### PROVIDED INFORMATION

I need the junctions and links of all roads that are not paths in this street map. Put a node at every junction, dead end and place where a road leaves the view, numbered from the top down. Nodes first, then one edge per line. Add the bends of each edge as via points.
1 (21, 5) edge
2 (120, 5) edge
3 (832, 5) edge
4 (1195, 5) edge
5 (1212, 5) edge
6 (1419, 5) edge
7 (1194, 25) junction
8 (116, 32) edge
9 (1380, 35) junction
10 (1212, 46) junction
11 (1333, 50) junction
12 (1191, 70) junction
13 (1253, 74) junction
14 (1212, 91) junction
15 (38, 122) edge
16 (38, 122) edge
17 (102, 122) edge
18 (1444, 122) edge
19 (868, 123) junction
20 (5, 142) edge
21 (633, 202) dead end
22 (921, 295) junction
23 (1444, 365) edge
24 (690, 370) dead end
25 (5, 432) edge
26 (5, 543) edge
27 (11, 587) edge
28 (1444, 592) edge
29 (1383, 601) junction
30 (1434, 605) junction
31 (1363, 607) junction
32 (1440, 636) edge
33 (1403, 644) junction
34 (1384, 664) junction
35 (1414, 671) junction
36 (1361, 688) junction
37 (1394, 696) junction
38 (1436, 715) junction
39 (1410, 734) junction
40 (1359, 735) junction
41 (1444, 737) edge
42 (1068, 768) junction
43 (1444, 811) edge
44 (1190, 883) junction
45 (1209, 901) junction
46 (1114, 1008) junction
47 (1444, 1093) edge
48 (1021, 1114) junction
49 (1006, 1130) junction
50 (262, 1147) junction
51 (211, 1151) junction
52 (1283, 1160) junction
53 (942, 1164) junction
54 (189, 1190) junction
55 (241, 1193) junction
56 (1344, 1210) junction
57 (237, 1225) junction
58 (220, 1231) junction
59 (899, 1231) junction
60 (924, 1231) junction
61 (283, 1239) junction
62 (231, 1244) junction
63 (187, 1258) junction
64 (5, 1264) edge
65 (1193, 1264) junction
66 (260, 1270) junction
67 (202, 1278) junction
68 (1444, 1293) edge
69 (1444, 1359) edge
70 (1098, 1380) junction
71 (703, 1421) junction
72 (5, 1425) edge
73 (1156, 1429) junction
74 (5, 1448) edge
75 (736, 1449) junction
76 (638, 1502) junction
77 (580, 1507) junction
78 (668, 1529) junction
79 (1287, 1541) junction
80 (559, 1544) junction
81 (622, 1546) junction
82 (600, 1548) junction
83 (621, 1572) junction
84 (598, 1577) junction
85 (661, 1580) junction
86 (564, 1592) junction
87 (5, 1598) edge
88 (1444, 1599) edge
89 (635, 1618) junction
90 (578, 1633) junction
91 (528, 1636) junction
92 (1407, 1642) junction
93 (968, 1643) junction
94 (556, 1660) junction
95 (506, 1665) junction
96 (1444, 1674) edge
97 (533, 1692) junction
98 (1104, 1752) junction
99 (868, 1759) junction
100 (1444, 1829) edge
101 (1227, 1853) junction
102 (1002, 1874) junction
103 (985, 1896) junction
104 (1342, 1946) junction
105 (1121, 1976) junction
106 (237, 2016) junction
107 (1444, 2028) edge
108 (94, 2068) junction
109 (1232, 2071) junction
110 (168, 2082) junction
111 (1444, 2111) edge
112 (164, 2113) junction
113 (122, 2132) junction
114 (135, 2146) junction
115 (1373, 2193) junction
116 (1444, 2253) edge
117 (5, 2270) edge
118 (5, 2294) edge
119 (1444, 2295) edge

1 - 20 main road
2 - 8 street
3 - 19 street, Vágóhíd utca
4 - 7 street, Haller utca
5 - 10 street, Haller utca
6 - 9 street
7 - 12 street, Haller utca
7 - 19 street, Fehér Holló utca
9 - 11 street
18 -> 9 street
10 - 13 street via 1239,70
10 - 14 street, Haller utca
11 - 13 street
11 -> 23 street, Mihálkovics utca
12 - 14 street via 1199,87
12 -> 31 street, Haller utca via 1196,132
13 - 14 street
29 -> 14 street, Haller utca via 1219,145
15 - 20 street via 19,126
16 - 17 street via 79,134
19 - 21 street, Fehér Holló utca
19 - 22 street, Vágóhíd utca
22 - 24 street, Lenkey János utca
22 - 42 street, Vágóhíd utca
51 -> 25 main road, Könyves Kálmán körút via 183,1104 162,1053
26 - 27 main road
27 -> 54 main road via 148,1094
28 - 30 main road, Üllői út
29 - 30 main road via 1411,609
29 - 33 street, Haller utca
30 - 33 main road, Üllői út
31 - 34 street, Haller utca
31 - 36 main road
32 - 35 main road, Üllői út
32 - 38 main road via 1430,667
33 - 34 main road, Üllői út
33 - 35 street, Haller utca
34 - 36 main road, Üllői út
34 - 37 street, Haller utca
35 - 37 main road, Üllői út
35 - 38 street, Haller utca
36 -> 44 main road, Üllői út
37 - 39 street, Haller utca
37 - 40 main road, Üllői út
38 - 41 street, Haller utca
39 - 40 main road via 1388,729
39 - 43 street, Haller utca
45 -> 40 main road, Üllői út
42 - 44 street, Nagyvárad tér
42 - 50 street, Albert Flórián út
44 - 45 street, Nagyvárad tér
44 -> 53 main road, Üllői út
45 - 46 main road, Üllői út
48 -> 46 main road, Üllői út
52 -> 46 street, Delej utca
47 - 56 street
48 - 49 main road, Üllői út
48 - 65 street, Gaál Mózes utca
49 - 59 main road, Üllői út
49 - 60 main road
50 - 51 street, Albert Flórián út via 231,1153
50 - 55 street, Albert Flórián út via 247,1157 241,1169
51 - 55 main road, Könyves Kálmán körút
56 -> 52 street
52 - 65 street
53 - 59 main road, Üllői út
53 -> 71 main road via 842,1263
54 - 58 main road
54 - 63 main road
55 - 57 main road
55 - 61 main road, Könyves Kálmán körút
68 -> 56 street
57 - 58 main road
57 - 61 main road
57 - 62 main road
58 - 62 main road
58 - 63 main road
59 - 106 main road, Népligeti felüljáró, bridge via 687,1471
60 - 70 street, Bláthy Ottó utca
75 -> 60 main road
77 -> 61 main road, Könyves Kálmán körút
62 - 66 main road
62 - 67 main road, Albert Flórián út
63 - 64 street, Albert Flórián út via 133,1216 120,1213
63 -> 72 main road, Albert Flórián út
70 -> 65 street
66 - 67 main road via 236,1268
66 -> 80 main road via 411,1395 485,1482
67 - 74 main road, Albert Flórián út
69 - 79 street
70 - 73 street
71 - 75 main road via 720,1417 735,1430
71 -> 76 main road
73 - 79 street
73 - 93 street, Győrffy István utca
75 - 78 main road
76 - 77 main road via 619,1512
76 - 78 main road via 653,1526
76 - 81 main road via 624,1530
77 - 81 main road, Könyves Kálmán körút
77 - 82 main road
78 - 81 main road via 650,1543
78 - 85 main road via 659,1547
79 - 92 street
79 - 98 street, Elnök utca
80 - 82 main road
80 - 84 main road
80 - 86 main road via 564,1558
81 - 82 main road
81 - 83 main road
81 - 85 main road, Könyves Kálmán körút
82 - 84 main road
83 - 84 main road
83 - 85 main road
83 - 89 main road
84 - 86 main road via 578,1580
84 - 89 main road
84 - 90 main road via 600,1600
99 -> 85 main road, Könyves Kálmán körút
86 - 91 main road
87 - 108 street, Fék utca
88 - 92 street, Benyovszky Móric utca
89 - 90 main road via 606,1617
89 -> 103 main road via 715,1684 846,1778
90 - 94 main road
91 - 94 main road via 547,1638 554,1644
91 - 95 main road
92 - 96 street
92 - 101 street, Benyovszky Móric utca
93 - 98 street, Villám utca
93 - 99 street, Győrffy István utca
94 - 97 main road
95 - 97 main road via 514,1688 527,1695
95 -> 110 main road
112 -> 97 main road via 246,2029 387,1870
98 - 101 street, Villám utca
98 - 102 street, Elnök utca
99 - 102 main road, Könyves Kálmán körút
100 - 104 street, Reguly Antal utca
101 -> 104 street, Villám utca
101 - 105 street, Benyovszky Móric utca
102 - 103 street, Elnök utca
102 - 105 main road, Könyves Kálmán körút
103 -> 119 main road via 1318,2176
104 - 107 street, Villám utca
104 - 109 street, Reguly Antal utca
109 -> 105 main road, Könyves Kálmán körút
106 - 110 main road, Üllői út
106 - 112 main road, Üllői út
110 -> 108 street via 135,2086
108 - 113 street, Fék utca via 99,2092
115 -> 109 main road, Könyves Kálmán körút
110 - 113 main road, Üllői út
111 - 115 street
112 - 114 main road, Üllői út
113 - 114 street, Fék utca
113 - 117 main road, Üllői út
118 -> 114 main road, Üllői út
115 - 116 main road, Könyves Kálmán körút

######

- **THE TASK**: Show every line of the entries above where the word "Könyves" occurs.

- **EXPECTED OUTPUT**:
51 -> 25 main road, Könyves Kálmán körút via 183,1104 162,1053
51 - 55 main road, Könyves Kálmán körút
55 - 61 main road, Könyves Kálmán körút
77 -> 61 main road, Könyves Kálmán körút
77 - 81 main road, Könyves Kálmán körút
81 - 85 main road, Könyves Kálmán körút
99 -> 85 main road, Könyves Kálmán körút
99 - 102 main road, Könyves Kálmán körút
102 - 105 main road, Könyves Kálmán körút
109 -> 105 main road, Könyves Kálmán körút
115 -> 109 main road, Könyves Kálmán körút
115 - 116 main road, Könyves Kálmán körút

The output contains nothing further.